As the name suggests, the term diesel effect refers to the combustion process in a diesel engine. But it can also be observed in hydraulic systems. In addition to pressure peaks, oil aging, residues and the destruction of seals are the outcomes.
The diesel effect occurs as a consequence of cavitations. We will therefore first consider the formation conditions for cavitations in hydraulic systems before turning to the diesel effect itself.
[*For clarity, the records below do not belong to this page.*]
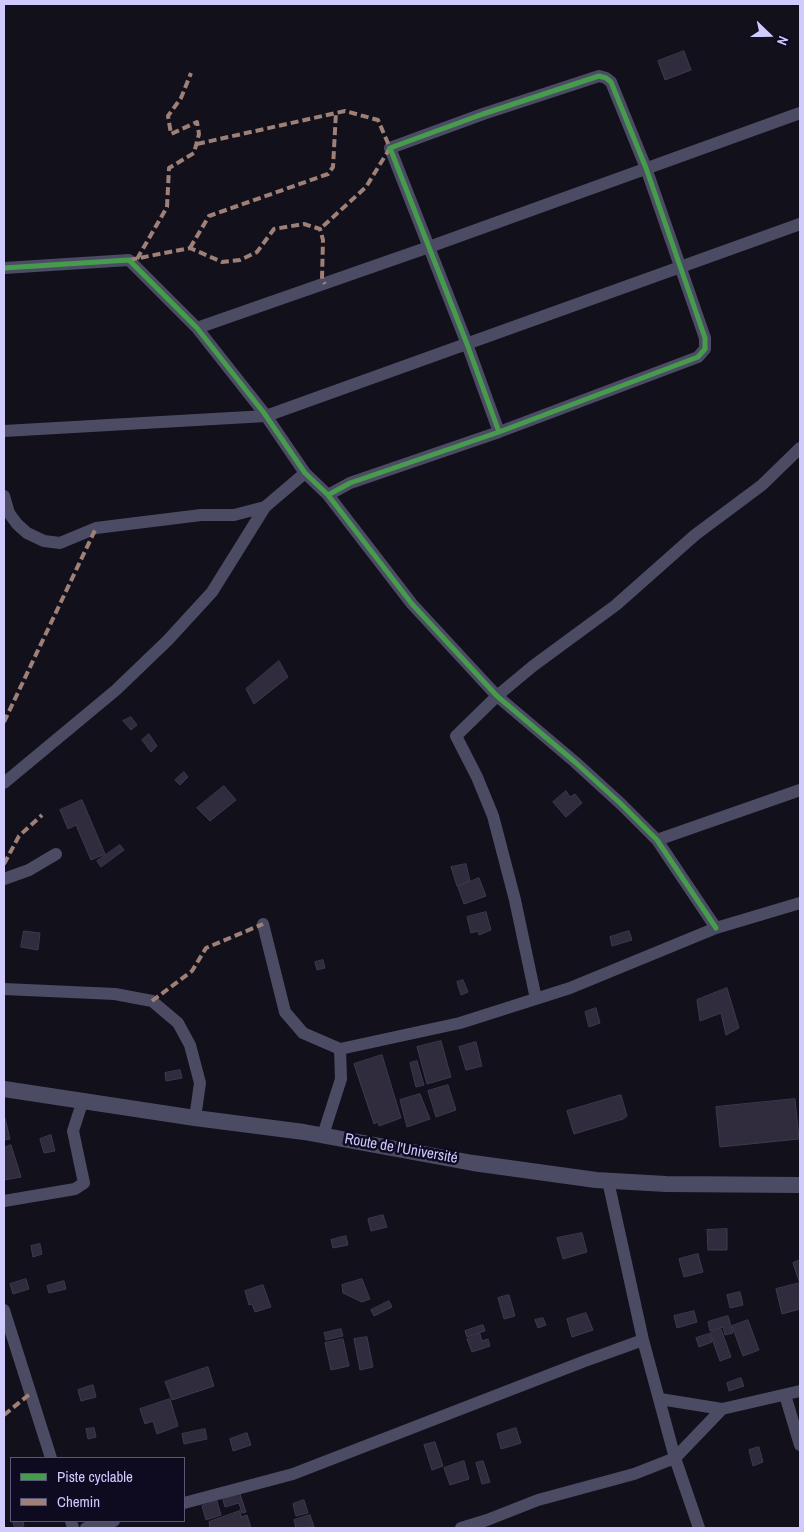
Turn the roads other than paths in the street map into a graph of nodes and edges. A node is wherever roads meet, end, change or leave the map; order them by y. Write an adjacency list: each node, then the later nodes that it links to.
1 (800, 113): 2 (street)
2 (646, 168): 4 (street); 4 (street); 5 (street)
3 (800, 224): 5 (street)
4 (429, 248): 7 (street); 8 (street)
5 (681, 266): 8 (street); 11 (street)
6 (4, 268): 7 (street)
7 (197, 328): 9 (street)
8 (467, 344): 9 (street); 11 (street)
9 (266, 416): 10 (street); 13 (street)
10 (4, 431)
11 (499, 432): 14 (street)
12 (800, 448): 17 (street)
13 (305, 473): 14 (street); 16 (street)
14 (328, 495): 17 (street)
15 (4, 496): 16 (street)
16 (266, 507): 18 (street)
17 (497, 696): 20 (street); 27 (street)
18 (4, 783)
19 (800, 790): 20 (street)
20 (657, 840): 25 (street)
21 (56, 854): 22 (street)
22 (4, 879)
23 (800, 903): 25 (street)
24 (263, 924): 28 (street)
25 (716, 928): 27 (street)
26 (4, 989): 31 (street)
27 (536, 999): 28 (street)
28 (340, 1049): 32 (street)
29 (4, 1089): 30 (street, Route de l'Université)
30 (83, 1100): 31 (street, Route de l'Université); 35 (street)
31 (195, 1118): 32 (street, Route de l'Université)
32 (323, 1135): 33 (street, Route de l'Université)
33 (608, 1181): 34 (street, Route de l'Université); 37 (street)
34 (800, 1185)
35 (4, 1201)
36 (4, 1310): 43 (street)
37 (643, 1340): 40 (street); 45 (street)
38 (800, 1391): 39 (street)
39 (785, 1395): 41 (street); 42 (street)
40 (660, 1399): 41 (street); 44 (street)
41 (722, 1410): 44 (street)
42 (800, 1446)
43 (51, 1457)
44 (675, 1458): 48 (street); 49 (street)
45 (185, 1503)
46 (110, 1522): 47 (street)
47 (86, 1528)
48 (461, 1528)
49 (699, 1528)

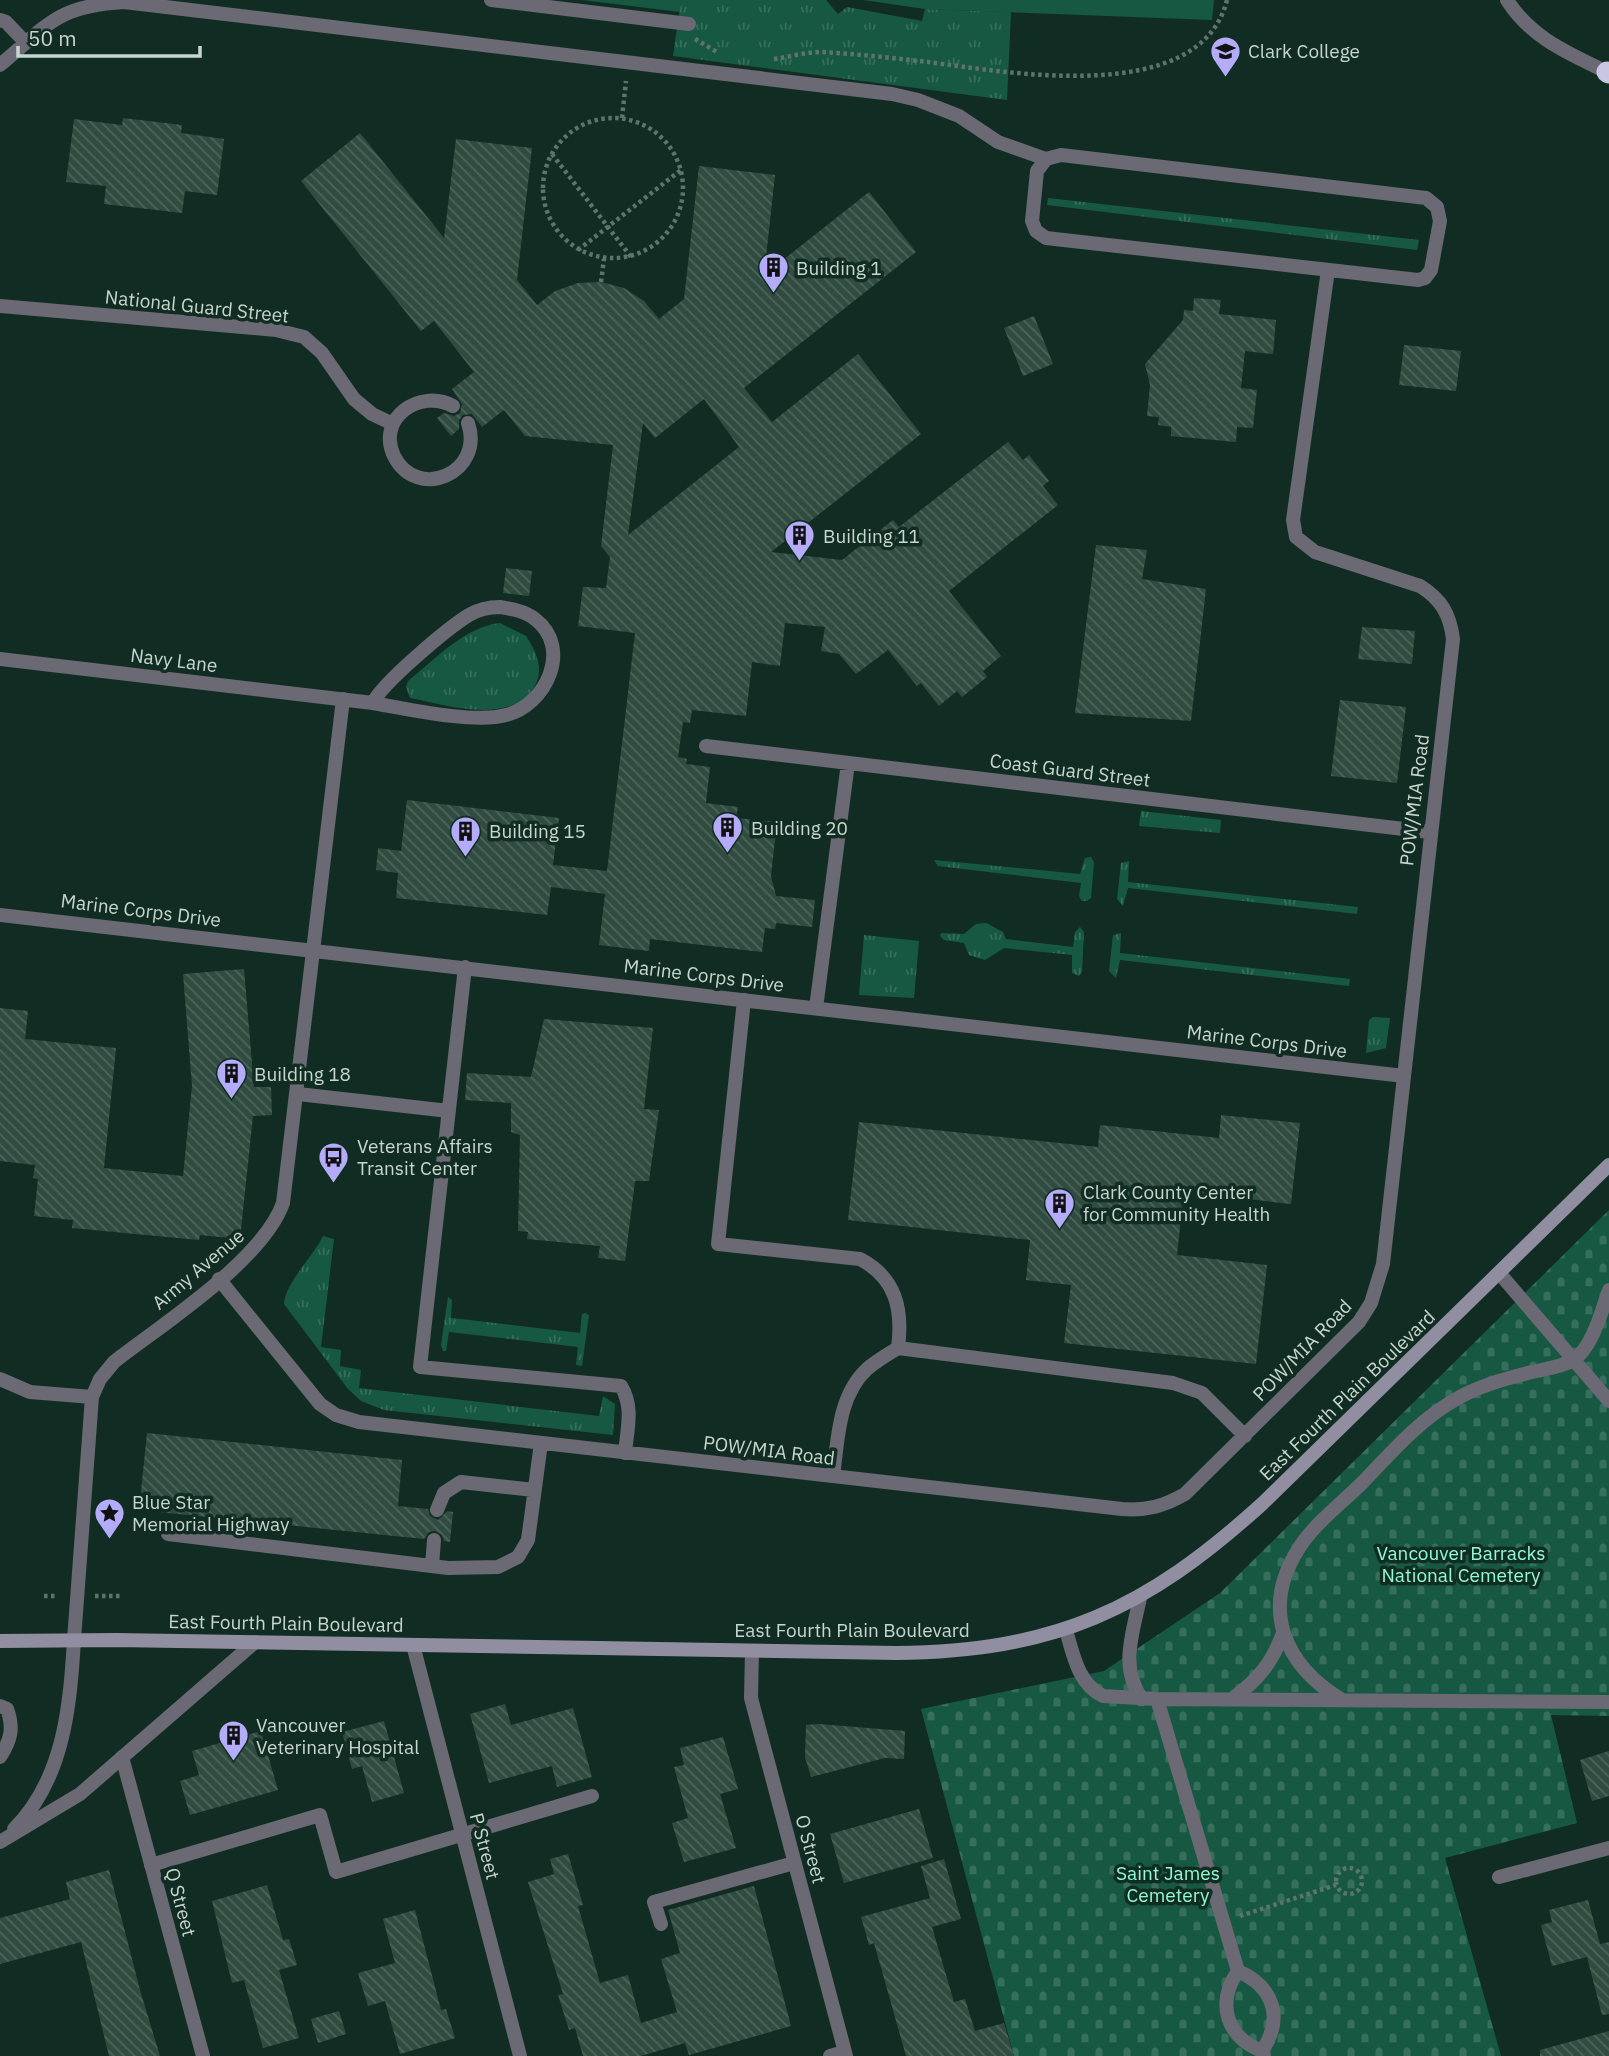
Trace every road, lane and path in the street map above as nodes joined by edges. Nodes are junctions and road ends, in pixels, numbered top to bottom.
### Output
1 (491, 0) edge
2 (1227, 0) edge
3 (1507, 0) edge
4 (0, 20) edge
5 (689, 24) joint
6 (26, 43) junction
7 (726, 56) dead end
8 (762, 59) dead end
9 (628, 63) junction
10 (0, 65) edge
11 (1608, 72) edge
12 (622, 118) junction
13 (552, 153) junction
14 (1046, 159) junction
15 (681, 170) junction
16 (608, 226) junction
17 (578, 250) junction
18 (631, 257) junction
19 (604, 259) junction
20 (1328, 270) junction
21 (601, 282) dead end
22 (0, 306) edge
23 (453, 406) dead end
24 (467, 423) dead end
25 (393, 424) junction
26 (0, 659) edge
27 (343, 699) junction
28 (373, 703) junction
29 (706, 746) dead end
30 (848, 763) junction
31 (1429, 832) junction
32 (0, 915) edge
33 (314, 950) junction
34 (466, 967) junction
35 (744, 1000) junction
36 (816, 1008) junction
37 (1404, 1076) junction
38 (298, 1094) junction
39 (449, 1111) junction
40 (1609, 1165) edge
41 (1500, 1274) junction
42 (219, 1279) junction
43 (1609, 1290) edge
44 (898, 1348) junction
45 (1575, 1360) junction
46 (0, 1379) edge
47 (0, 1388) edge
48 (30, 1392) junction
49 (92, 1397) junction
50 (1609, 1401) edge
51 (1245, 1436) junction
52 (541, 1443) junction
53 (625, 1453) junction
54 (833, 1476) junction
55 (534, 1490) junction
56 (437, 1510) dead end
57 (168, 1534) dead end
58 (434, 1540) dead end
59 (432, 1566) junction
60 (1140, 1598) junction
61 (1066, 1630) junction
62 (1283, 1633) junction
63 (74, 1640) junction
64 (0, 1641) edge
65 (255, 1642) junction
66 (413, 1645) junction
67 (752, 1651) junction
68 (1142, 1699) junction
69 (1157, 1699) junction
70 (1232, 1699) junction
71 (1342, 1700) junction
72 (1609, 1702) edge
73 (0, 1706) edge
74 (0, 1757) edge
75 (122, 1757) junction
76 (592, 1796) dead end
77 (462, 1833) junction
78 (0, 1842) edge
79 (1609, 1848) edge
80 (794, 1863) junction
81 (151, 1865) junction
82 (1499, 1877) dead end
83 (1336, 1885) junction
84 (1223, 1921) junction
85 (661, 1924) dead end
86 (1238, 1972) junction
87 (1263, 2053) edge
88 (840, 2055) edge
89 (203, 2056) edge
90 (520, 2056) edge

1 - 5 street
2 - 8 path
3 - 11 street
4 - 6 street
5 - 7 path
6 - 9 street
6 - 10 street
9 - 12 path
9 - 14 street
12 - 13 path
12 - 15 path
13 - 16 path
13 - 17 path
14 - 20 street
14 - 20 street
15 - 16 path
15 - 18 path
16 - 17 path
16 - 18 path
17 - 19 path
18 - 19 path
19 - 21 path
20 - 31 street, POW/MIA Road
22 - 25 street, National Guard Street
23 - 25 street
24 - 25 street
26 - 27 street, Navy Lane
27 - 28 street, Navy Lane
27 - 33 street, Army Avenue
28 - 28 street, Navy Lane
29 - 30 street, Coast Guard Street
30 - 31 street, Coast Guard Street
30 - 36 street
31 - 37 street, POW/MIA Road
32 - 33 street, Marine Corps Drive
33 - 34 street, Marine Corps Drive
33 - 38 street, Army Avenue
34 - 35 street, Marine Corps Drive
34 - 39 street
35 - 36 street, Marine Corps Drive
35 - 44 street
36 - 37 street, Marine Corps Drive
37 - 51 street, POW/MIA Road
38 - 39 street
38 - 42 street, Army Avenue
39 - 53 street
40 - 41 main road, East Fourth Plain Boulevard
41 - 45 street
41 - 60 main road, East Fourth Plain Boulevard
42 - 49 street, Army Avenue
42 - 52 street, POW/MIA Road
43 - 45 street
44 - 51 street
44 - 54 street
45 - 50 street
45 - 62 street
46 - 48 street
47 - 48 street
48 - 49 street
49 - 63 street, Army Avenue
51 - 54 street, POW/MIA Road
52 - 53 street, POW/MIA Road
52 - 55 street
53 - 54 street, POW/MIA Road
55 - 56 street
55 - 59 street
57 - 59 street
58 - 59 street
60 - 61 main road, East Fourth Plain Boulevard
60 - 68 street
61 - 67 main road, East Fourth Plain Boulevard
61 - 68 street
62 - 70 street
62 - 71 street
63 - 64 main road, East Fourth Plain Boulevard
63 - 65 main road, East Fourth Plain Boulevard
63 - 78 street, Army Avenue
65 - 66 main road, East Fourth Plain Boulevard
65 - 75 street
66 - 67 main road, East Fourth Plain Boulevard
66 - 77 street, P Street
67 - 80 street, O Street
68 - 69 street
69 - 70 street
69 - 84 street
70 - 71 street
71 - 72 street
73 - 74 street
75 - 78 street
75 - 81 street, Q Street
76 - 77 street
77 - 81 street
77 - 90 street, P Street
79 - 82 street
80 - 85 street
80 - 88 street, O Street
81 - 89 street, Q Street
83 - 83 path
83 - 84 path
84 - 86 street
86 - 87 street
86 - 87 street

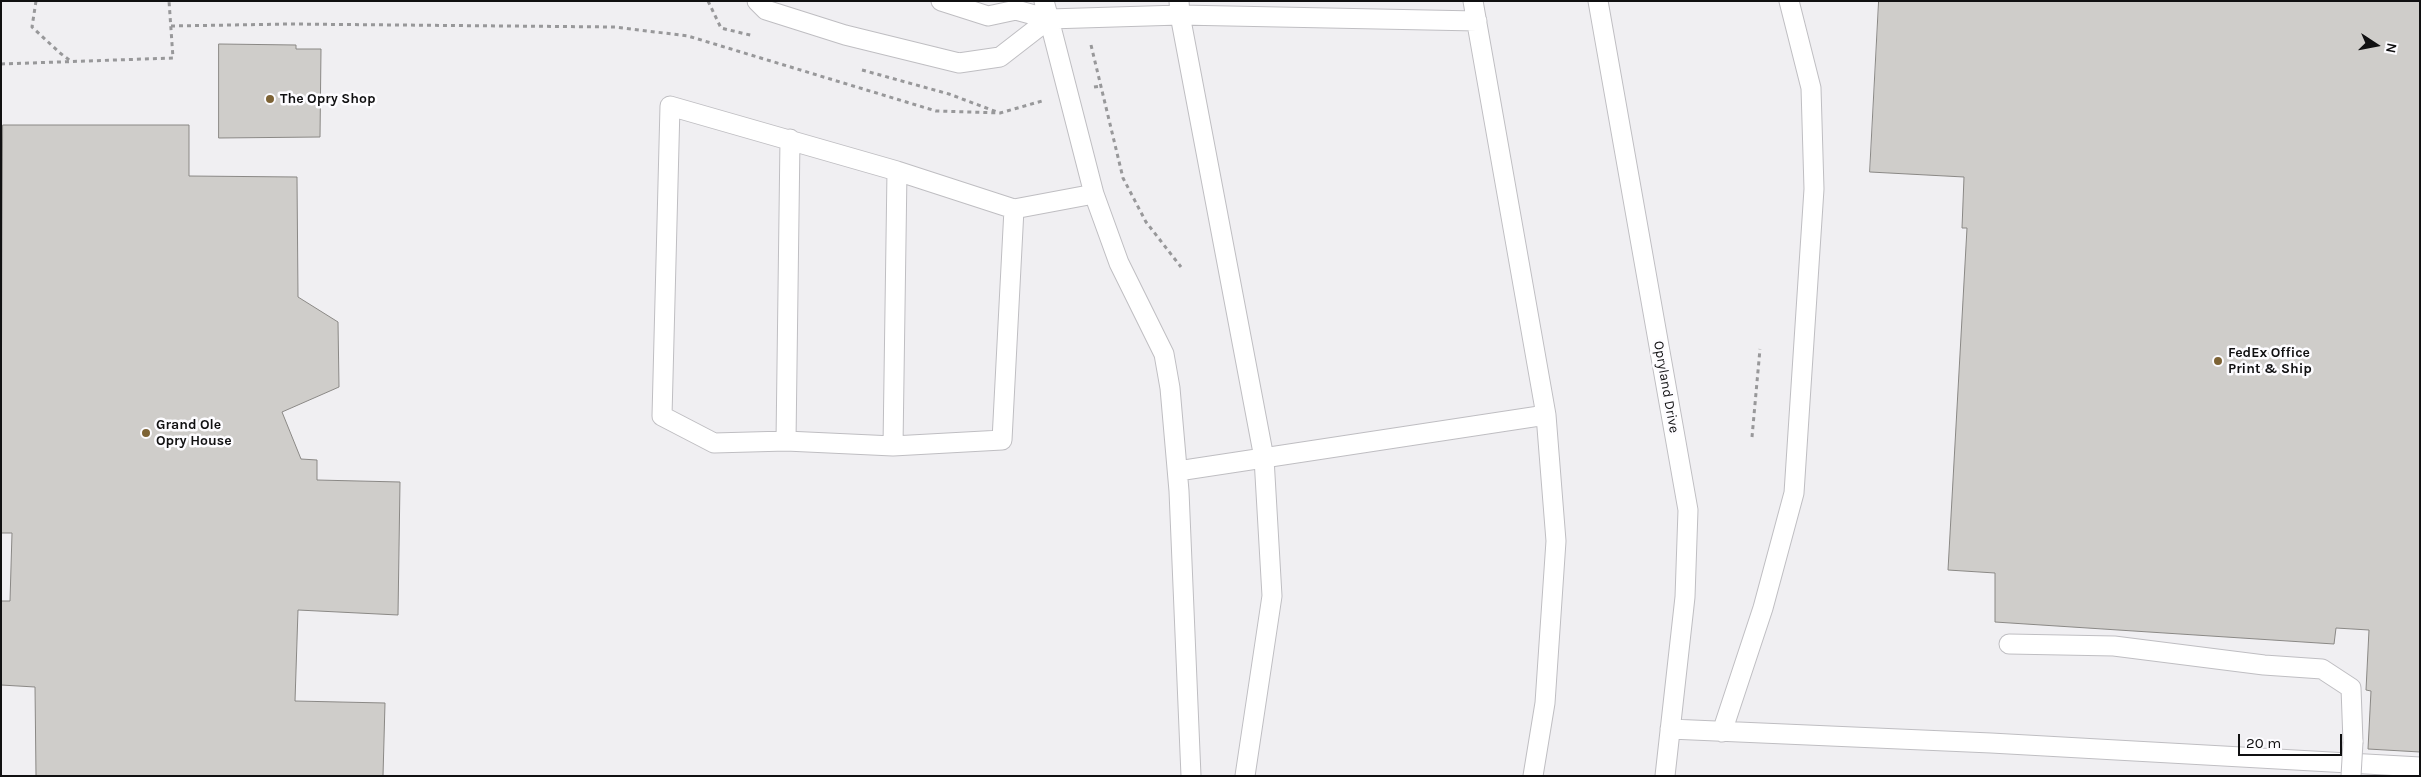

Cavitation in hydraulic systems
Depending upon gas, temperature, liquid and pressure, hydraulic oils contain dissolved air. Cavitation is ultimately an air expulsion from the hydraulic oil. This occurs when the oil is subjected to a certain pressure or shearing motion. In practice, this occurs in suction lines, pump interior spaces, cross-sectional narrowings and, in hydraulic systems, where pulsations appear. When the moving oil mass shears, voids are formed, into which the finest of air bubbles are released.
The diesel effect
If the air bubbles resulting from cavitation, which also contain oil particles, are subjected to a high pressure, then a drastic temperature increase occurs in those bubbles. This major temperature rise leads to the diesel effect, namely combustions within the hydraulic system, and this combustion process takes place within milliseconds.
The consequences of cavitation and the diesel effect
Cavitation can have a variety of negative consequences, including material damage to pump housings and pressure relief valves, the sucking away of sealing elements such as O-rings, altered flow characteristics, reduced function of pumps and gears due to filling losses, noise, pressure surges with pressure peaks exceeding the system pressure, and the diesel effect, in the form of oil aging, combustion residues and destroyed seals.
The consequences of cavitation and the diesel effect are not always immediately apparent. They are often only noticed when it is already too late and there is a need to repair the hydraulic system. Pressure peaks as a result of cavitation and the diesel effect can also damage the pressure transmitters installed in the system by overshooting. The sudden pressure increase in the system causes the membrane of the pressure transmitter to be “shot through” (read more about this here).
In view of the serious consequences of cavitation and the diesel effect, appropriate measures must be taken to avoid these phenomena. This includes a sufficient filling in the suction chambers and low flow velocities, as well as avoiding sharp edges, deflections and pulsating pressures.